The waste of love

I wake up with a dark hole of emptiness eating through my chest, and it takes me a second to realize why.

My little girl is gone. The child that I loved from the minute I set eyes on her is gone. I still remember how she felt sleeping heavily in my arms that first night, her chunky bandages awkwardly propped against me. When she woke and stirred in my arms, I said, “Sweetheart, I’m going to take you to my house to get better. Is that okay?”

She nodded and nestled her head in my chest again. Will and I brought her home to the bed waiting for her, a new white bed with navy and white chevron sheets.

As the days passed, her body healed and her sadness healed. Will held her and sang to her. I rocked her and carried her next to my heart, sometimes taking her around the block for a bit of fresh air. My other children played with her, teaching her how to hold kittens or make mudpies.

Taking care of her was hard–harder than I expected. The tantrums and triggers were not easy to deal with. But I loved her so much. I indulged her with the chocolate milk she liked so well, just because I enjoyed seeing her perched on her stool, chugging down the milk with a blissful expression on her face.

Slowly I built her trust.

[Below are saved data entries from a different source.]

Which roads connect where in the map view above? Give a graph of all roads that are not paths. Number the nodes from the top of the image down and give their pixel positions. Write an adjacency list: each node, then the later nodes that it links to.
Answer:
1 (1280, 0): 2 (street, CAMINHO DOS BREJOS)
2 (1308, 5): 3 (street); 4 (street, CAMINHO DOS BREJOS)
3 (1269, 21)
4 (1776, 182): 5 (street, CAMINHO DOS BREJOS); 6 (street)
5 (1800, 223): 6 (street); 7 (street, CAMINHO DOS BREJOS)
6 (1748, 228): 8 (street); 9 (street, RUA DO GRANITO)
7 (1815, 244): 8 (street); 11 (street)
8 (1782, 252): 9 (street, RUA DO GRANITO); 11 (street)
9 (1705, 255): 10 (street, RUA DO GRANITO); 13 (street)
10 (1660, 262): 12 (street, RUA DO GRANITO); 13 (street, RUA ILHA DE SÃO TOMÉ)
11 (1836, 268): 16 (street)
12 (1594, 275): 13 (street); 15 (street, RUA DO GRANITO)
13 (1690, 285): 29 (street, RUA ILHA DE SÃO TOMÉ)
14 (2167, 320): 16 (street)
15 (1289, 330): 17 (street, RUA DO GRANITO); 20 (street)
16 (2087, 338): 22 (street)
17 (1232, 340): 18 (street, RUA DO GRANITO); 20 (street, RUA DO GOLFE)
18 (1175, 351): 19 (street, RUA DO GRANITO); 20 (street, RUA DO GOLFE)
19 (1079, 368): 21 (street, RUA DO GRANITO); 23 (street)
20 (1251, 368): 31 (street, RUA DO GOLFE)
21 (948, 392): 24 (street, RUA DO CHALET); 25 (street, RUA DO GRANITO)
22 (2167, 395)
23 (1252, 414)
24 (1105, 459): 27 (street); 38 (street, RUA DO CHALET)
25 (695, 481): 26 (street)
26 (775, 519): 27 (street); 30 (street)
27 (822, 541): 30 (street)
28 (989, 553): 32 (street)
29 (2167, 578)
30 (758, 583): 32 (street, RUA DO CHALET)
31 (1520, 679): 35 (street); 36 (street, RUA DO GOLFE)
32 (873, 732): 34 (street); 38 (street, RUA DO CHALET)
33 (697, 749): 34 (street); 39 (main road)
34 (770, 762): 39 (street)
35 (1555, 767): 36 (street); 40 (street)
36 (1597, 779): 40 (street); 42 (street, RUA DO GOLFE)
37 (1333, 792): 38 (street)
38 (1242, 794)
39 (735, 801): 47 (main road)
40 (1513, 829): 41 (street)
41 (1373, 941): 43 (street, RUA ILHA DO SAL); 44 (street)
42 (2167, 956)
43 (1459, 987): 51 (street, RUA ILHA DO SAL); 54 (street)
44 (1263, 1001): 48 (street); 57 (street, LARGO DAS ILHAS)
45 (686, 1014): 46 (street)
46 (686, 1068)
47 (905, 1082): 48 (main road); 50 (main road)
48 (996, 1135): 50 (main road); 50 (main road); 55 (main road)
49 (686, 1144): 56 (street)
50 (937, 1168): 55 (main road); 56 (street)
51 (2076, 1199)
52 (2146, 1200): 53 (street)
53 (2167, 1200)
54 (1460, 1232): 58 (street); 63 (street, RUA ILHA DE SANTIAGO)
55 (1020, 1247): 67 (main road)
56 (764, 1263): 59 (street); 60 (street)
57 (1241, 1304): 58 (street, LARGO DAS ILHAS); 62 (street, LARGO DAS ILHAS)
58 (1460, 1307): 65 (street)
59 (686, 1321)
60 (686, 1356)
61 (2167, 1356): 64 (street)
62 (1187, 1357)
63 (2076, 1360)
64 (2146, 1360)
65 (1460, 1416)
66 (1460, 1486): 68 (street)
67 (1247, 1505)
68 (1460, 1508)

Whenever I had to leave the house, she would ask me, “Mama, are you going to come back?”

“Yes, child, I will come back,” I always said.

Then one day she left, and I never showed up, because I couldn’t. I didn’t “come back” as I had promised.

I can’t get it out of my mind that I betrayed her trust. That year of loving her feels wasted. All the love I had could not keep her safe.

I message my sisters. “I am so DONE with foster care.” Because I really am done. I see how little the system cares about anybody.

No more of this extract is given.